C’est s’exposer cependant au plus grand danger, parce que si vos soldats restent vaincus dans ces combats, leur effroi et leur lâcheté prennent un nouvel accroissement, et il en résulte un effet entièrement opposé à vos desseins ; c’est-à-dire, qu’au lieu de les rassurer, vous les effrayez davantage. C’est donc là une de ces mesures où le mal est si près du bien, où ils sont même tellement confondus, qu’il est aisé de rencontrer l’un en croyant embrasser l’autre.
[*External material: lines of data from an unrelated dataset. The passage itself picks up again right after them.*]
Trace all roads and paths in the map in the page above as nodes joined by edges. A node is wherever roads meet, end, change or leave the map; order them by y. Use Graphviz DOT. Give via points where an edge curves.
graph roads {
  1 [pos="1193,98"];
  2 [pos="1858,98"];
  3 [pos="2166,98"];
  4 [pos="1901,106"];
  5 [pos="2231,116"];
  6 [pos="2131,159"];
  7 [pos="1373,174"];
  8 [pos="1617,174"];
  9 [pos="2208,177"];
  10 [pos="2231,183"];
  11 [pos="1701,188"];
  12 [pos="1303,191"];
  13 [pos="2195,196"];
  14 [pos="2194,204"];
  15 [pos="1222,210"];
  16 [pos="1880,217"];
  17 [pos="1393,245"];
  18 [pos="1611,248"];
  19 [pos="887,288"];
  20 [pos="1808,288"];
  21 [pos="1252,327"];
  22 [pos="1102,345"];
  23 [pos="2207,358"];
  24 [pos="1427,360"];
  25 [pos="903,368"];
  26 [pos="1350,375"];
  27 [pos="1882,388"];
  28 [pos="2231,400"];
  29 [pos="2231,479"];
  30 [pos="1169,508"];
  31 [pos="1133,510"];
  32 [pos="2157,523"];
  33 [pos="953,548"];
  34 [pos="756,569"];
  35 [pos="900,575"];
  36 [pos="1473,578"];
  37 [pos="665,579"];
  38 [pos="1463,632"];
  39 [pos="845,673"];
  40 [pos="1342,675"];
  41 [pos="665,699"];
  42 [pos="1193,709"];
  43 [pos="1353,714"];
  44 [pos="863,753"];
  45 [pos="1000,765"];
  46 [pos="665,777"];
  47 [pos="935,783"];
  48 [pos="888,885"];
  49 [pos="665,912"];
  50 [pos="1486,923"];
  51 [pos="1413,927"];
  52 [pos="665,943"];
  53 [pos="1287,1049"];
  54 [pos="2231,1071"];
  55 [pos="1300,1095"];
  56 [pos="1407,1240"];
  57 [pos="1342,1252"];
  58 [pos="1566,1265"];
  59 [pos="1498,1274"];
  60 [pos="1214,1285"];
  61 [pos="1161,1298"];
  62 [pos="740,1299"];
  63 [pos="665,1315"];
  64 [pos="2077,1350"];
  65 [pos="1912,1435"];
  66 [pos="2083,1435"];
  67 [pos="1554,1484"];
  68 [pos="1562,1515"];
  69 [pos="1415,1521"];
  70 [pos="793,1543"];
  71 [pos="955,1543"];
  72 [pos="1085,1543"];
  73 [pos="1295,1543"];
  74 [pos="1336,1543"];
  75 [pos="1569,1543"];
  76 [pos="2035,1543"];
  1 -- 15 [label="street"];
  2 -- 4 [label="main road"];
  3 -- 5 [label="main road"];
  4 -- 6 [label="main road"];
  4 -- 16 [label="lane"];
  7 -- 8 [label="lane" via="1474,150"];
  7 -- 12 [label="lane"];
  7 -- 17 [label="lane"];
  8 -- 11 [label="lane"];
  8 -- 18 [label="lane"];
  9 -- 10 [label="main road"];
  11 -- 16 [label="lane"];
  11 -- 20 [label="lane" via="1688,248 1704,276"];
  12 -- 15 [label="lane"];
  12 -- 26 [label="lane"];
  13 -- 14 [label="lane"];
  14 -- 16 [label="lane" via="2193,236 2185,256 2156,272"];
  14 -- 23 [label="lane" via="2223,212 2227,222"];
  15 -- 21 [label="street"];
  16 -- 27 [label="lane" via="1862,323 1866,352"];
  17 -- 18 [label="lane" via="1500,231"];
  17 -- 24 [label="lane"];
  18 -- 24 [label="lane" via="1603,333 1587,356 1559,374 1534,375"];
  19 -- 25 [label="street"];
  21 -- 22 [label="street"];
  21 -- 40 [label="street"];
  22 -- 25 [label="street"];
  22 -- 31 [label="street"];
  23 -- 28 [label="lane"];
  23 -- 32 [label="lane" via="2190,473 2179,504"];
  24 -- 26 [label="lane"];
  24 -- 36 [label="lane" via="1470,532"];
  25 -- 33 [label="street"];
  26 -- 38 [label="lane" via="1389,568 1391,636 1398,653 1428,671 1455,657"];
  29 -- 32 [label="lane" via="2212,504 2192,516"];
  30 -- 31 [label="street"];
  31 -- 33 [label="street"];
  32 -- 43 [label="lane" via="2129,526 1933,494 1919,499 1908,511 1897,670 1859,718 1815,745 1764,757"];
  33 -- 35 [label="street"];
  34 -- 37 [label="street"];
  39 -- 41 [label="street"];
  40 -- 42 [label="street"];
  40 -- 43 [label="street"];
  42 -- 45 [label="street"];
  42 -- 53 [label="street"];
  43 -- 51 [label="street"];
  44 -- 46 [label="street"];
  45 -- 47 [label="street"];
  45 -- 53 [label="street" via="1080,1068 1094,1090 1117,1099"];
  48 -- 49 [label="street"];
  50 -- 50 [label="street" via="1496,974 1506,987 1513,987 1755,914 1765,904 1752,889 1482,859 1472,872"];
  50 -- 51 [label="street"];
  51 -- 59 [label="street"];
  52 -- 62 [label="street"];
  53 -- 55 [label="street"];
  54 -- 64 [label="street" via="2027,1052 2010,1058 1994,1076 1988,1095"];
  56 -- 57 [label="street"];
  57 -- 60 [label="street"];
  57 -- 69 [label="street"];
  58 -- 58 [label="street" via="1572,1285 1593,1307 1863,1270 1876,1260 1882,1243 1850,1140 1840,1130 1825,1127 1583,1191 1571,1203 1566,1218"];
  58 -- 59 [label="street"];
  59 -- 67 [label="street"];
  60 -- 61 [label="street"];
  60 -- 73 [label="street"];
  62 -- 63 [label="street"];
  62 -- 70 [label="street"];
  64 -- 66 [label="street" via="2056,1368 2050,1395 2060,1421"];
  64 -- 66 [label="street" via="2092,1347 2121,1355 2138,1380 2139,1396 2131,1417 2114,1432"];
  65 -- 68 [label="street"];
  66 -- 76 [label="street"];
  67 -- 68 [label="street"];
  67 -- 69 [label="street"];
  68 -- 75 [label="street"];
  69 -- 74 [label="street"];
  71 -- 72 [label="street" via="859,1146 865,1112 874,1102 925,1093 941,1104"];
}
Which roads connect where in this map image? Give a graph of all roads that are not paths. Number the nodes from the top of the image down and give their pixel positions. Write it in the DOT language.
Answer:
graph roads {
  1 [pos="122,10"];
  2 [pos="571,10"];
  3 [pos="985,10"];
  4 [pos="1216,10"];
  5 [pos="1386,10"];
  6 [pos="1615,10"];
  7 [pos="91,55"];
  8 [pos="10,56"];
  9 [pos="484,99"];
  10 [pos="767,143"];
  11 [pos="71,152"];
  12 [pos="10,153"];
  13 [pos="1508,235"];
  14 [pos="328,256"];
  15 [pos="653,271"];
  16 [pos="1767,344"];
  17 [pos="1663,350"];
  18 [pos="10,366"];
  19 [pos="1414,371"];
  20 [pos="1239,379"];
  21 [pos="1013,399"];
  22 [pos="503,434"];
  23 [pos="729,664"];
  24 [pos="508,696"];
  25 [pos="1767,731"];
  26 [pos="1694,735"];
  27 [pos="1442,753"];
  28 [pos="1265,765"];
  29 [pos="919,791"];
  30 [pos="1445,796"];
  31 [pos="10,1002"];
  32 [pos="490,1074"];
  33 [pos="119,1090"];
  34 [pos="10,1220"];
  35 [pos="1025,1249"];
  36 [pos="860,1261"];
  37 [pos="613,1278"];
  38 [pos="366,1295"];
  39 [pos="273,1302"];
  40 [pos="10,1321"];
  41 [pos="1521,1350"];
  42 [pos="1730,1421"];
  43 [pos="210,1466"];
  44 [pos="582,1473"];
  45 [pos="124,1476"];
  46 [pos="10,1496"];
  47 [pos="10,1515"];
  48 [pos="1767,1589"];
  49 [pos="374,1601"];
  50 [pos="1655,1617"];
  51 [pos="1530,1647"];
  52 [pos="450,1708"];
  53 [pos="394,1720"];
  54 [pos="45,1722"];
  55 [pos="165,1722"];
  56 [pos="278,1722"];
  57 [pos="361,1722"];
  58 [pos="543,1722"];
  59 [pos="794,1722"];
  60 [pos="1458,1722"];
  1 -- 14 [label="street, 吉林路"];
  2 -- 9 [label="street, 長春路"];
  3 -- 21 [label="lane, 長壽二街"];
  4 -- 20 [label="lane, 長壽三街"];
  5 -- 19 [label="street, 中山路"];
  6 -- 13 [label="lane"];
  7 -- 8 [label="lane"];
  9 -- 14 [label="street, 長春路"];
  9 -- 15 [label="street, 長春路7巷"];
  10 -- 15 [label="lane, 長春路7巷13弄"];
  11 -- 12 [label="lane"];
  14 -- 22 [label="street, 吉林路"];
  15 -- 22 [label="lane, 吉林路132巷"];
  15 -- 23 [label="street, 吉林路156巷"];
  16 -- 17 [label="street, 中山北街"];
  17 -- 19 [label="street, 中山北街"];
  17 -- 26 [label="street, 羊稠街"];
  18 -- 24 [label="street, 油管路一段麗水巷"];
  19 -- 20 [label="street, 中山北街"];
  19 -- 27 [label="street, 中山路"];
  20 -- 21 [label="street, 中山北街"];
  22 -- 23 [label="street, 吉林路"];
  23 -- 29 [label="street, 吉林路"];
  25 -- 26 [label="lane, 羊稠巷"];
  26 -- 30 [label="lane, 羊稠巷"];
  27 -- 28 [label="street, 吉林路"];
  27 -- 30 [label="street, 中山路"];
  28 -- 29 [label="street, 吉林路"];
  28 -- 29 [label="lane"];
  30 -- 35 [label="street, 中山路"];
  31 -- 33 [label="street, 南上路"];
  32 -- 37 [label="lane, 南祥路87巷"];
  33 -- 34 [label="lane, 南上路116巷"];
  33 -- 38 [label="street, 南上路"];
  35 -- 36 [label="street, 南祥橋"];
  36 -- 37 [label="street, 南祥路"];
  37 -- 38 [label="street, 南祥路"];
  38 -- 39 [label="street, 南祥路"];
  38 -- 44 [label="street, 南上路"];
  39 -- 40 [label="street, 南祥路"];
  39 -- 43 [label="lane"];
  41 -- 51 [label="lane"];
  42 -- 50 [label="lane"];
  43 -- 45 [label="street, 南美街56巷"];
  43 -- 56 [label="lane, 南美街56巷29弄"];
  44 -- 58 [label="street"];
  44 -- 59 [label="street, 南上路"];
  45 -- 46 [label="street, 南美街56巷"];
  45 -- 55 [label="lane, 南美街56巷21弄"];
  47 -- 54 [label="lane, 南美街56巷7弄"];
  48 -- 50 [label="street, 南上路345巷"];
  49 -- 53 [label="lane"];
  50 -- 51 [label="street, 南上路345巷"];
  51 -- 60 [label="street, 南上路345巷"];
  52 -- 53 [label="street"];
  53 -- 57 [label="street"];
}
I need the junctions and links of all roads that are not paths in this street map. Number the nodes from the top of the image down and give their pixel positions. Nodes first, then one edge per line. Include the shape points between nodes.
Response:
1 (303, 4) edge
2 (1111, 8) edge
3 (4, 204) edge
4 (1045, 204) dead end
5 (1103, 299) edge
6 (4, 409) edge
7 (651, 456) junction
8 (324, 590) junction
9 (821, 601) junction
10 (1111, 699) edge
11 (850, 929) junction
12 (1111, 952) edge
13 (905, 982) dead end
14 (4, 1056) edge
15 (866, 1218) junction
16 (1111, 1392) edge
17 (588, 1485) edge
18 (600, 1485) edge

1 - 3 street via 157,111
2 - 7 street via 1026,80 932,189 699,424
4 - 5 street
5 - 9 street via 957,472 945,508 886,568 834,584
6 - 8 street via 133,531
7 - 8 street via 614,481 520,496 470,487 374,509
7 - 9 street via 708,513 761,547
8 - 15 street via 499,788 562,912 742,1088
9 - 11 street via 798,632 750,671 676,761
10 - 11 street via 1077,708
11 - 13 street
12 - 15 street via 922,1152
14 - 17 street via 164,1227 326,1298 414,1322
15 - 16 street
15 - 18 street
Sur quoi je dis, qu’un habile général doit avoir le plus grand soin qu’il ne s’élève aucun accident qui puisse porter le découragement dans son armée. Ce qui ôte le courage aux soldats, c’est de commencer par éprouver un échec ; aussi doit-il éviter toutes les actions partielles, et ne les permettre que lorsqu’on peut le faire avec un grand avantage, et l’espoir certain de la victoire : il ne doit point tenter de garder les passages où il ne peut réunir toute son armée ; il ne doit défendre que les places dont la perte entraînerait inévitablement la sienne ; quant à celles qu’il garde, il faut qu’il s’arrange de manière qu’au moyen de leurs garnisons et de son armée il puisse, dans le cas où ces places viendraient à être assiégées, disposer de toutes ses forces ; quant aux autres, il doit les laisser sans défense. Toutes les fois, en effet, qu’on ne perd qu’une chose abandonnée et que votre armée est encore intacte, elle ne perd ni sa réputation dans la guerre ni l’espérance de la victoire. Mais quand l’ennemi vous arrache un point que vous projetiez de défendre, et dont chacun est convaincu que vous aviez entrepris la défense, c’est alors que le dommage se joint à la perte, et un événement de peu d’importance vous enlève comme aux Gaulois tout le succès de la guerre.